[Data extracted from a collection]
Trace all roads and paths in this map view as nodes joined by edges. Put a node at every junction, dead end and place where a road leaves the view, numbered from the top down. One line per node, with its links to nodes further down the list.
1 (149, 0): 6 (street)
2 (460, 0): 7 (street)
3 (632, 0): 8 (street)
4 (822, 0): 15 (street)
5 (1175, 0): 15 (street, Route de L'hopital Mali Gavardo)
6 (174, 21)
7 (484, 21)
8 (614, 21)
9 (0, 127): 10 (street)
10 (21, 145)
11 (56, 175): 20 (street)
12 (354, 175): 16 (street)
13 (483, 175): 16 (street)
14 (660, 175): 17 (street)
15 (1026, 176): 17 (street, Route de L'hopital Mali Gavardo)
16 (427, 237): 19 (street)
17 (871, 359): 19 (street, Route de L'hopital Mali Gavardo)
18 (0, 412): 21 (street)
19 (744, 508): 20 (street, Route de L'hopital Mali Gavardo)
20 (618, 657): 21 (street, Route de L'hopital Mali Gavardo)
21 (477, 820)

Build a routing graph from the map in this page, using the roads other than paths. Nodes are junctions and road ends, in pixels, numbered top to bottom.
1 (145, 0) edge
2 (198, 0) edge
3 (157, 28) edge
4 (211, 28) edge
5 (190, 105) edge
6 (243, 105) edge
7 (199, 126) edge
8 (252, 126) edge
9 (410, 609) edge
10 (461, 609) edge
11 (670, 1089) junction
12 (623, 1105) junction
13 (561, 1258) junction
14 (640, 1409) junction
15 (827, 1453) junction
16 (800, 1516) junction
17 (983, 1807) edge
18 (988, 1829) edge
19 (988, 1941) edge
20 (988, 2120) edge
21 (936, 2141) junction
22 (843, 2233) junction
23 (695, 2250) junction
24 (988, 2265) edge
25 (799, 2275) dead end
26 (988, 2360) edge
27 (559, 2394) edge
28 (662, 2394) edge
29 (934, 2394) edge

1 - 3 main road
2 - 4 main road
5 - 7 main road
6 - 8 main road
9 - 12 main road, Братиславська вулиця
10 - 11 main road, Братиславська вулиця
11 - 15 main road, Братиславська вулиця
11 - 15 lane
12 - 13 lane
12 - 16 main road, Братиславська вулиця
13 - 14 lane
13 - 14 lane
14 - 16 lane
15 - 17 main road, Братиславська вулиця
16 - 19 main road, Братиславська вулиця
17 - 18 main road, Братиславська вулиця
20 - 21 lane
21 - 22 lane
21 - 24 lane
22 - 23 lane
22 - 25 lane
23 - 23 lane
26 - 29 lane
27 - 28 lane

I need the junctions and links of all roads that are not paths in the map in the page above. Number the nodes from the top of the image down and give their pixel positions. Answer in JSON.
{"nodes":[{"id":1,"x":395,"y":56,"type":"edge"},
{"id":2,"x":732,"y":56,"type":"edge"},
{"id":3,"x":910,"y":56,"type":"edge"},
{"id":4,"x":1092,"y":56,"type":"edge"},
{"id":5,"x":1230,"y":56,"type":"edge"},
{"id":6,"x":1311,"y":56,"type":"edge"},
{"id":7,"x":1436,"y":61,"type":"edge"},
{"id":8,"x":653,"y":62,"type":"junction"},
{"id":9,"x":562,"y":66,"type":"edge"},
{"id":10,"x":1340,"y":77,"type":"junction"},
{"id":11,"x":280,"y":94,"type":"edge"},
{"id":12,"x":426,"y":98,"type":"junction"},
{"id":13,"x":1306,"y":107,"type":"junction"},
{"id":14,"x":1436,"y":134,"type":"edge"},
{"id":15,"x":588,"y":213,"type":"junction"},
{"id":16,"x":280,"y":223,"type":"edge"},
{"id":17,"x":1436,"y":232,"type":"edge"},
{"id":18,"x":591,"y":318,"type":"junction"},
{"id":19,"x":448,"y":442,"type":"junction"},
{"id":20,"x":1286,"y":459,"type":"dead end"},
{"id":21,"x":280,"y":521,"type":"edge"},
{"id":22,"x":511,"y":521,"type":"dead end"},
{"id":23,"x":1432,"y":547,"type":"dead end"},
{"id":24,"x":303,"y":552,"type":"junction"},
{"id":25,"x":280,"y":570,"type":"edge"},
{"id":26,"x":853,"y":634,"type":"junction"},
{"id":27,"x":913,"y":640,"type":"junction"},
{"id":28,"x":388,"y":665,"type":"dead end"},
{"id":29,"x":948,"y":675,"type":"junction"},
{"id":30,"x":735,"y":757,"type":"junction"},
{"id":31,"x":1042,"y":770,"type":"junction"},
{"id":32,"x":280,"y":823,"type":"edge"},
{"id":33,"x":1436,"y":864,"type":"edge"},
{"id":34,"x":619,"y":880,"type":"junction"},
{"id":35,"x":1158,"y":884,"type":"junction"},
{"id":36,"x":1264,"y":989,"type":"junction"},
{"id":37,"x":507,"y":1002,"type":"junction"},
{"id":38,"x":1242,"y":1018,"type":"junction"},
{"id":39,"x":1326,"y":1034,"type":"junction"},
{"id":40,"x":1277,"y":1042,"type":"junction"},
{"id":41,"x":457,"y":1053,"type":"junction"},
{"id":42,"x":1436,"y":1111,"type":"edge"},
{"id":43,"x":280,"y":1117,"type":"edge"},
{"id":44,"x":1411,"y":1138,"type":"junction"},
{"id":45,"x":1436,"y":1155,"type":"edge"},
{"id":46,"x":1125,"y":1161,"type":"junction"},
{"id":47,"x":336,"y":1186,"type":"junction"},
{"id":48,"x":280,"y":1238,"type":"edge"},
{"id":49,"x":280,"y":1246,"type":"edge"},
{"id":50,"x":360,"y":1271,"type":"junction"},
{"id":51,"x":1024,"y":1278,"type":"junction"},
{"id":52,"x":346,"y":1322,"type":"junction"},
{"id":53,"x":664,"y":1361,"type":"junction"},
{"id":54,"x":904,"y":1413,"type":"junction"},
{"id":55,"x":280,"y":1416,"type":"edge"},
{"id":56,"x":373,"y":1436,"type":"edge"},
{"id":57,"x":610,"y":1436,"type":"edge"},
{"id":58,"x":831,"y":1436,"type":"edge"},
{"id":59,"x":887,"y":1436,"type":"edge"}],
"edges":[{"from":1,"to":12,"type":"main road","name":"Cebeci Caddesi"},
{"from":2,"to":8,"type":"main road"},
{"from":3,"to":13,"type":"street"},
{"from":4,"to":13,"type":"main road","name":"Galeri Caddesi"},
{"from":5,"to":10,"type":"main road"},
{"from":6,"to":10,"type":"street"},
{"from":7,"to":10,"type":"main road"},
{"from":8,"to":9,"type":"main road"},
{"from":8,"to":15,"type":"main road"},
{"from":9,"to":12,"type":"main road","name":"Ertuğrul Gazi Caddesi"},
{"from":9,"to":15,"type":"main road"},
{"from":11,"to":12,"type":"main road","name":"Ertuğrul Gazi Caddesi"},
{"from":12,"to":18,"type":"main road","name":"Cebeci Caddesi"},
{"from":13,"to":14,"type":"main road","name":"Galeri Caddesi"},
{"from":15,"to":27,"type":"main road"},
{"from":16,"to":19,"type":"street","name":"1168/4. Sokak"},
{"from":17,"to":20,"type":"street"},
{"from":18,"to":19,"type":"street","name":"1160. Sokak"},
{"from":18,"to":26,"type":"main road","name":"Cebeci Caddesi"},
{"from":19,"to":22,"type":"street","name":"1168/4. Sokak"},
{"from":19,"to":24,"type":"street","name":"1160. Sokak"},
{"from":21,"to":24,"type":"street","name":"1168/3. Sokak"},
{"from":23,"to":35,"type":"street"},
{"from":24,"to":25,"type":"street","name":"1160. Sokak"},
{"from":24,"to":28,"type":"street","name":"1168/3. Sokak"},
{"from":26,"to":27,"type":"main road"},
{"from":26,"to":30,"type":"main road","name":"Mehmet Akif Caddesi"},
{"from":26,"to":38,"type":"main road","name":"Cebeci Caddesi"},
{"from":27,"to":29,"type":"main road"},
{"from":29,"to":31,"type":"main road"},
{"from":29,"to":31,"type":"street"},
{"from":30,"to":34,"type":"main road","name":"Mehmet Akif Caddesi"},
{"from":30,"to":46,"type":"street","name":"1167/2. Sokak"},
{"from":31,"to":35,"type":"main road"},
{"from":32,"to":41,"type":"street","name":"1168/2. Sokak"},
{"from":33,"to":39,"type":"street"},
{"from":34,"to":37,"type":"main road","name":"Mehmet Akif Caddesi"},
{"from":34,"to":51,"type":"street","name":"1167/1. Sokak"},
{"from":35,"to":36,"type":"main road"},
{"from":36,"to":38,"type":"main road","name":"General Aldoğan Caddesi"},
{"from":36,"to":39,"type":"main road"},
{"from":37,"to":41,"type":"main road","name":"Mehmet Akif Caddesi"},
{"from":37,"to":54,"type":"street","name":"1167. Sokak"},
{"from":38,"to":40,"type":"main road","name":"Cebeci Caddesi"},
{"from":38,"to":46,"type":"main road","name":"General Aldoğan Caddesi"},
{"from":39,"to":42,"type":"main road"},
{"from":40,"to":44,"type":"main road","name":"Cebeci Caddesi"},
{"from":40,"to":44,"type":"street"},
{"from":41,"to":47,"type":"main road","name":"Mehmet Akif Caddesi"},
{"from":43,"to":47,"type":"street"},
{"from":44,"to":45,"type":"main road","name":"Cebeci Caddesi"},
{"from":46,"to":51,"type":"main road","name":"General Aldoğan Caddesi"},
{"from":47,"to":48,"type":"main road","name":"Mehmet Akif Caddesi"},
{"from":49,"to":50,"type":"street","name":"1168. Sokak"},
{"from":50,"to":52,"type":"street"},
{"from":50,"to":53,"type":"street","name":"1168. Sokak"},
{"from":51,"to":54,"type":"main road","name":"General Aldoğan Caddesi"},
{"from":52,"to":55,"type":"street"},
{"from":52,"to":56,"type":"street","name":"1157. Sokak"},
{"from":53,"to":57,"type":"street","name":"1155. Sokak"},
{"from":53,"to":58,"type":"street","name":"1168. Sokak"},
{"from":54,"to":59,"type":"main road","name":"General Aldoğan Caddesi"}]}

About this exercise => Search the records for the word "Ertuğrul". Copy every line that has it.

Output for this exercise =>
{"from":9,"to":12,"type":"main road","name":"Ertuğrul Gazi Caddesi"},
{"from":11,"to":12,"type":"main road","name":"Ertuğrul Gazi Caddesi"},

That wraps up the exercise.